**Problem to work on**
The lines below that include the word "Inacio" are to be reported.

====== Data records ======

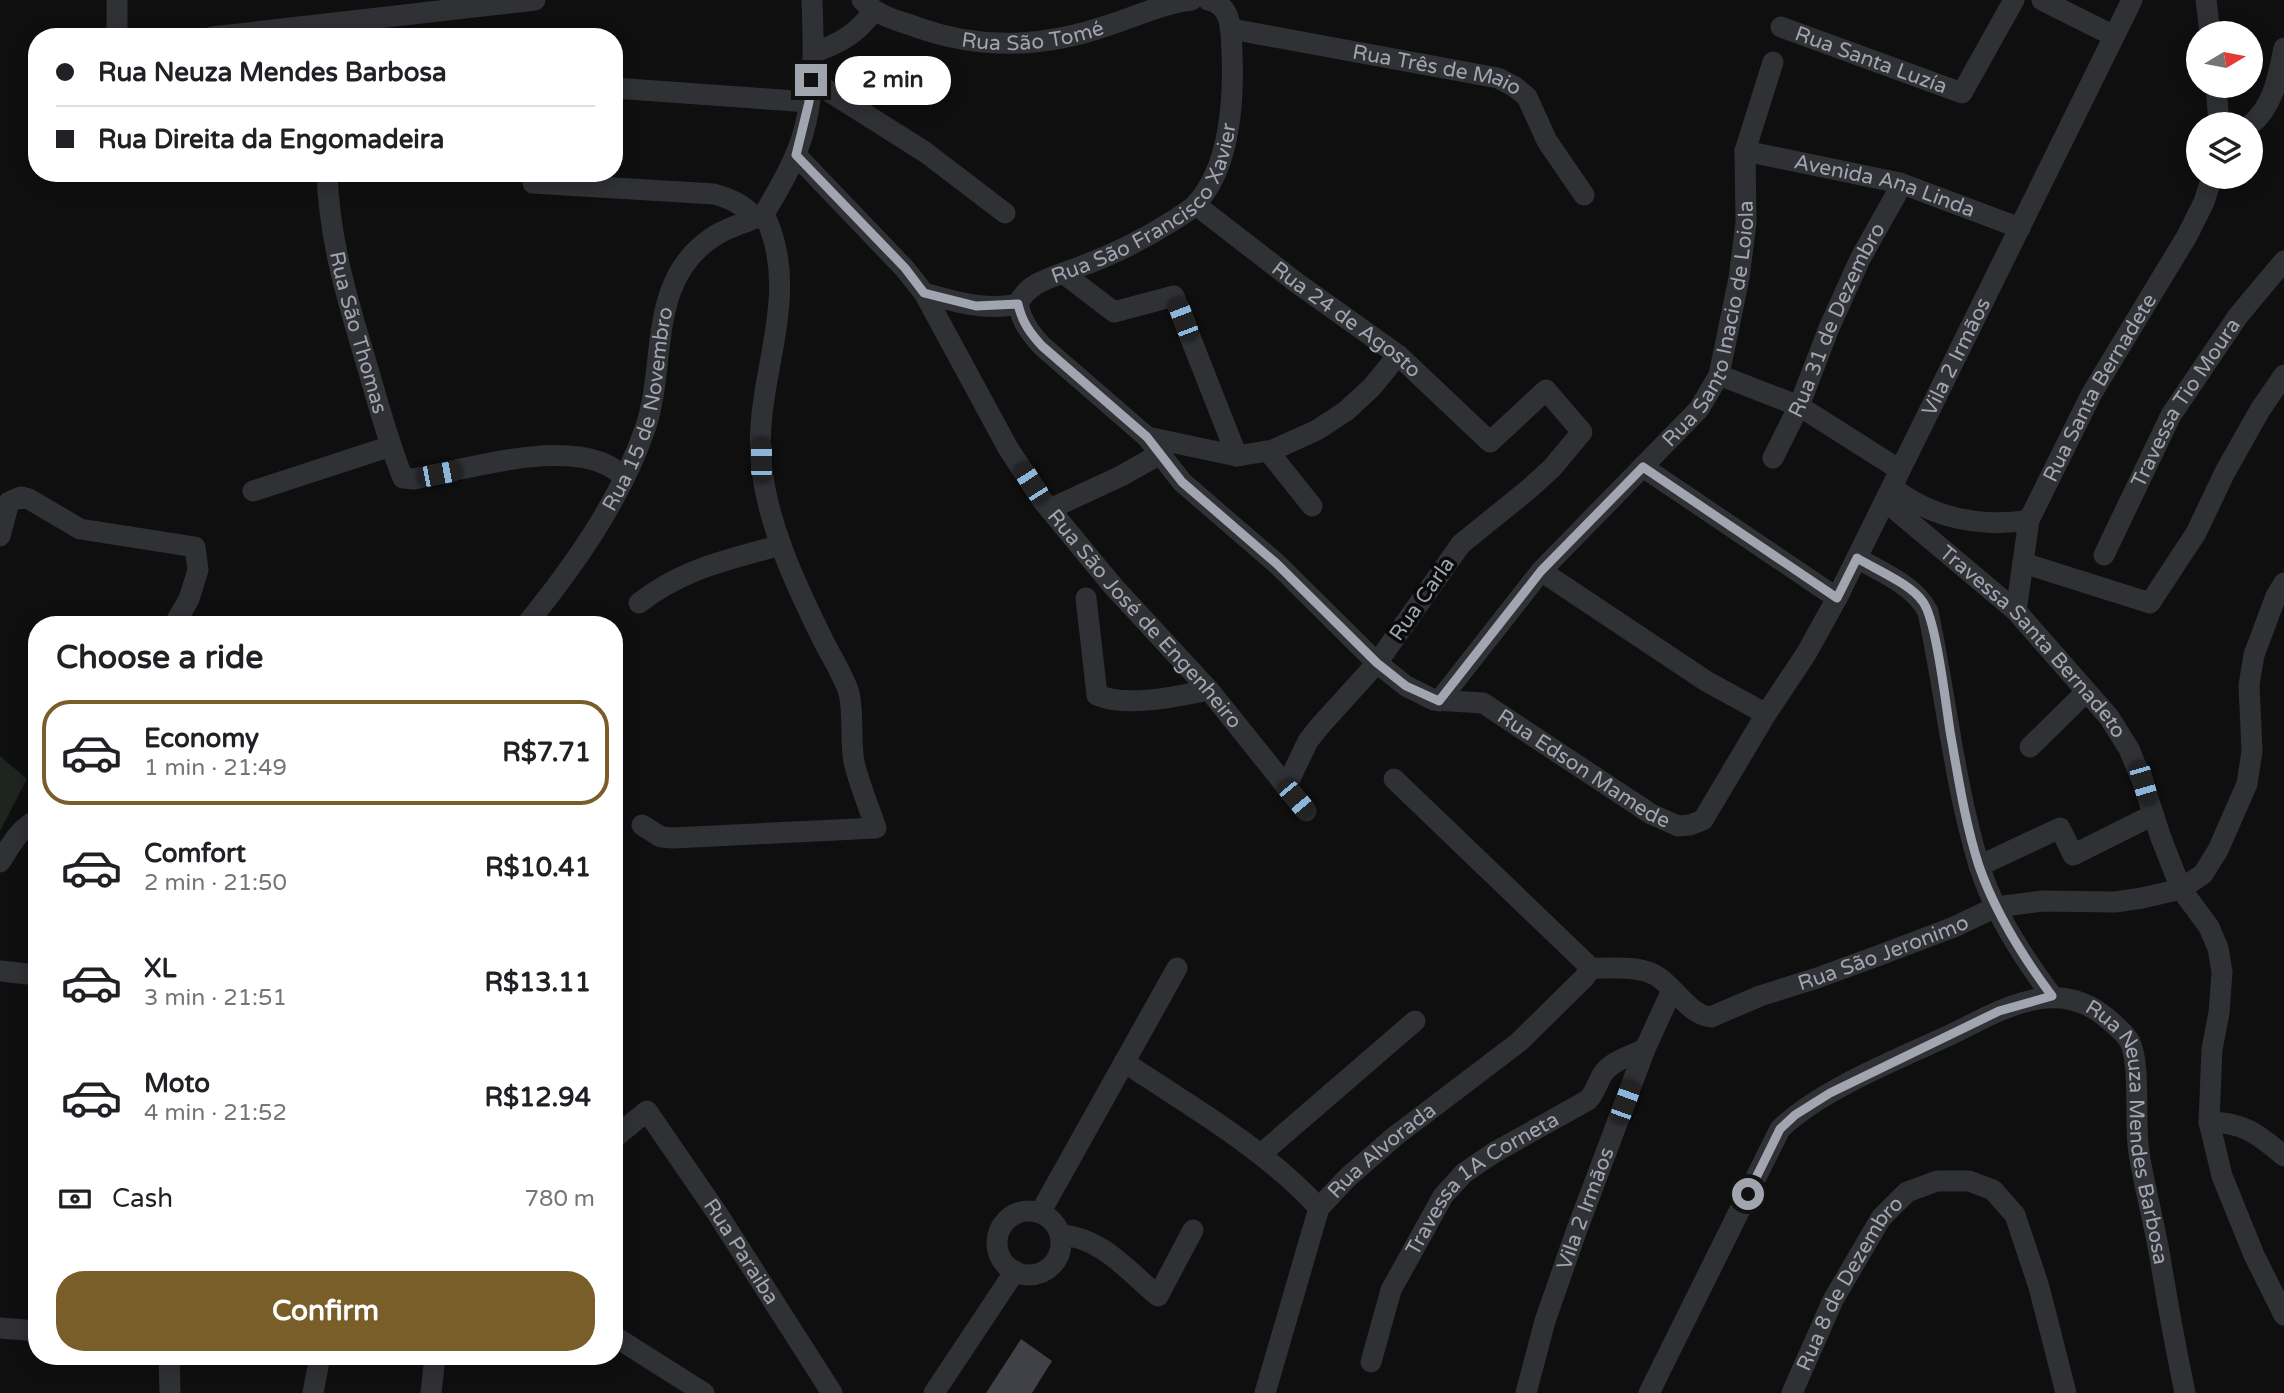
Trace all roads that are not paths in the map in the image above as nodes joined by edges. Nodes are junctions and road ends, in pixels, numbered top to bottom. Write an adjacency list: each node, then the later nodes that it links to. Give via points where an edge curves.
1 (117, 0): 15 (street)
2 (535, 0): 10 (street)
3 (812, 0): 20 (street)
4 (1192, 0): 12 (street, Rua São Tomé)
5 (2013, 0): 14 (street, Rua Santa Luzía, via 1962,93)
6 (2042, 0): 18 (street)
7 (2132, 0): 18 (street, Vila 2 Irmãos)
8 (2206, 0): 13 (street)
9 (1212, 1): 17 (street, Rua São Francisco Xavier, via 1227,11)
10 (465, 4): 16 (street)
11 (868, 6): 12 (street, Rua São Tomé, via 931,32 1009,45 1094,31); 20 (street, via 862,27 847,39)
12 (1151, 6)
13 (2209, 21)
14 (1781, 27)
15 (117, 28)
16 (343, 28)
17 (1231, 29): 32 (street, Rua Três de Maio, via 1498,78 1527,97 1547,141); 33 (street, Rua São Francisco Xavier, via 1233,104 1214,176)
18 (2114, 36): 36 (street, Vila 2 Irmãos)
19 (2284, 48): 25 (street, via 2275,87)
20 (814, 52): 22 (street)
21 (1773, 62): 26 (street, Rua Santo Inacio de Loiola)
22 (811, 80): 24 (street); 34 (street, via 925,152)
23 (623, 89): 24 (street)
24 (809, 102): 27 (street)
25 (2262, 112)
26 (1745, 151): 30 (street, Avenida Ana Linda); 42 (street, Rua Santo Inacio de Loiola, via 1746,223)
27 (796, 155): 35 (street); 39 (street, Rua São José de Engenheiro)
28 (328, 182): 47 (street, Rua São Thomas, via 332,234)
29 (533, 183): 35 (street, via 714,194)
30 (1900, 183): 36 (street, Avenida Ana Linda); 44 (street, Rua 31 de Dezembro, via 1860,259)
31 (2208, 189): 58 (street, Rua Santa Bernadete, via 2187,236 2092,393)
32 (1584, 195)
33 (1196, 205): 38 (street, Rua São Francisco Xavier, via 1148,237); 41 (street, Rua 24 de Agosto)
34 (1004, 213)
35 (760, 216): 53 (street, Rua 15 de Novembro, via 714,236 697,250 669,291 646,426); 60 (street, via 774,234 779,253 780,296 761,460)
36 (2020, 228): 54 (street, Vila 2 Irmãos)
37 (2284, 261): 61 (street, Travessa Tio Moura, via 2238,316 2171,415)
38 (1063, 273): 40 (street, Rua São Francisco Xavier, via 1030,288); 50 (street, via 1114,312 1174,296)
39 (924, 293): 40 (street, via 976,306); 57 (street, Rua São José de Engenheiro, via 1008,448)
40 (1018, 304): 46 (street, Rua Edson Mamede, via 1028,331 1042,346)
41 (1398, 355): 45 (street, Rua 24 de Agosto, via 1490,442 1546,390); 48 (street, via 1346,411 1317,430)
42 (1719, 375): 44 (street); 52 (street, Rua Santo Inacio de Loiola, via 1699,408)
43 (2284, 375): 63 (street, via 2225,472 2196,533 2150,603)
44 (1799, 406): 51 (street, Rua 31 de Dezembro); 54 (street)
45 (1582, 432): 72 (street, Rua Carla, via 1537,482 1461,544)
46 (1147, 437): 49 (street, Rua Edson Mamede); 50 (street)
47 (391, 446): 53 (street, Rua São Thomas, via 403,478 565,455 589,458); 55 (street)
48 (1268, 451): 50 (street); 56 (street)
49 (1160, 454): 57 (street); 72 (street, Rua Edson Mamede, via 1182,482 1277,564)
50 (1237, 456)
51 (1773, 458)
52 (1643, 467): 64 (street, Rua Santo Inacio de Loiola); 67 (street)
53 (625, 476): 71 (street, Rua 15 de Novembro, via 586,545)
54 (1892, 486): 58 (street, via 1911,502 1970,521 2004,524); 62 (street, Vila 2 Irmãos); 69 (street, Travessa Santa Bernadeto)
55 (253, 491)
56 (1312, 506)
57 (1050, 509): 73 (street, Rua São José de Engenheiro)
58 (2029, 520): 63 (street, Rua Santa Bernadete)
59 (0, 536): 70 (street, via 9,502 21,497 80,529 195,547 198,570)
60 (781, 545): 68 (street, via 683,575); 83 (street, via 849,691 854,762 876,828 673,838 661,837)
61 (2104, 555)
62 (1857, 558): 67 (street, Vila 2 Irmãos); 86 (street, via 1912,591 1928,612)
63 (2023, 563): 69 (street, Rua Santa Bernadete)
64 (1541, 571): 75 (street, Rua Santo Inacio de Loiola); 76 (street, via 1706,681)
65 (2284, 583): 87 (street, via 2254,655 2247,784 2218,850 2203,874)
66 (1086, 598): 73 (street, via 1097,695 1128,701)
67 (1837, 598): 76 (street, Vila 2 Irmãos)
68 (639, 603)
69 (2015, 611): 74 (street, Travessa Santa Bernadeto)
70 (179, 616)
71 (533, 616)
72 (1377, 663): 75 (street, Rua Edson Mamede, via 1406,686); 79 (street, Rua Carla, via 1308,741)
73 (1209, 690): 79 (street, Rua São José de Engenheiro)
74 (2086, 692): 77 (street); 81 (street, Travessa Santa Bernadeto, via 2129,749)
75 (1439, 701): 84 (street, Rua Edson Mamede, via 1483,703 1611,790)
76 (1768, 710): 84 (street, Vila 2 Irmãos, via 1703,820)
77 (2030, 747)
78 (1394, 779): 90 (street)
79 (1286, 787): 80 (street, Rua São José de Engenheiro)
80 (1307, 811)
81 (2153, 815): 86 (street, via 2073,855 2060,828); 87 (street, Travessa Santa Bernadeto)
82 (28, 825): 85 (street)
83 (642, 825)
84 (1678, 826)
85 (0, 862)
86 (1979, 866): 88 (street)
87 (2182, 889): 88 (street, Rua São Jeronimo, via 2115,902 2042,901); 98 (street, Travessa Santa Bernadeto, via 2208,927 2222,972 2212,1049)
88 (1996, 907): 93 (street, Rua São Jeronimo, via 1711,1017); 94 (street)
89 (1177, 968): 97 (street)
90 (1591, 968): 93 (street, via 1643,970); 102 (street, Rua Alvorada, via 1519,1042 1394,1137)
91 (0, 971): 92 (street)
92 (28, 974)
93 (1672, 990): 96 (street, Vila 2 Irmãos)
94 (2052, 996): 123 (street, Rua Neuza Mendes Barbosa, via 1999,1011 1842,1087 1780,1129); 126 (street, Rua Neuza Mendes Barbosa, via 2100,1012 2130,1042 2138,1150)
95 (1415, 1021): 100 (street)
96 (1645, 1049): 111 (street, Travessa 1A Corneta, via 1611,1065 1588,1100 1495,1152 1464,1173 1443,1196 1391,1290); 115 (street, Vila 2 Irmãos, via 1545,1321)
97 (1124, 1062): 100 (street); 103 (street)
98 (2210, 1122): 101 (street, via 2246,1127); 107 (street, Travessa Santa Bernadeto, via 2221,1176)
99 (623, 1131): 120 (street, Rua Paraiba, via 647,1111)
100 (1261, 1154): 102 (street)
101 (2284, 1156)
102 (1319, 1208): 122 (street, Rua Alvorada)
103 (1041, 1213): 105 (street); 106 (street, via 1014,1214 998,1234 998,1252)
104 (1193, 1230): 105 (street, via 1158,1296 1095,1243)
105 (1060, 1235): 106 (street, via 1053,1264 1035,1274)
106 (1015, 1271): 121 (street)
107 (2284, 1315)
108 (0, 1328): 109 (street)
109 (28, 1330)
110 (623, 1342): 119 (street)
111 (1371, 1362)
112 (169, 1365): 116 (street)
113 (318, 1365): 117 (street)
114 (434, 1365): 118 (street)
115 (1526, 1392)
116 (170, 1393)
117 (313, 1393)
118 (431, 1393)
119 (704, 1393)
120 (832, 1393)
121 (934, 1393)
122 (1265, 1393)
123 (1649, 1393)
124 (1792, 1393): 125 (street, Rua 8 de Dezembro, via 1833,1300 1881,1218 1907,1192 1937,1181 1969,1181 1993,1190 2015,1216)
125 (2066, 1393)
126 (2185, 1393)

======

**Your response**
21 (1773, 62): 26 (street, Rua Santo Inacio de Loiola)
26 (1745, 151): 30 (street, Avenida Ana Linda); 42 (street, Rua Santo Inacio de Loiola, via 1746,223)
42 (1719, 375): 44 (street); 52 (street, Rua Santo Inacio de Loiola, via 1699,408)
52 (1643, 467): 64 (street, Rua Santo Inacio de Loiola); 67 (street)
64 (1541, 571): 75 (street, Rua Santo Inacio de Loiola); 76 (street, via 1706,681)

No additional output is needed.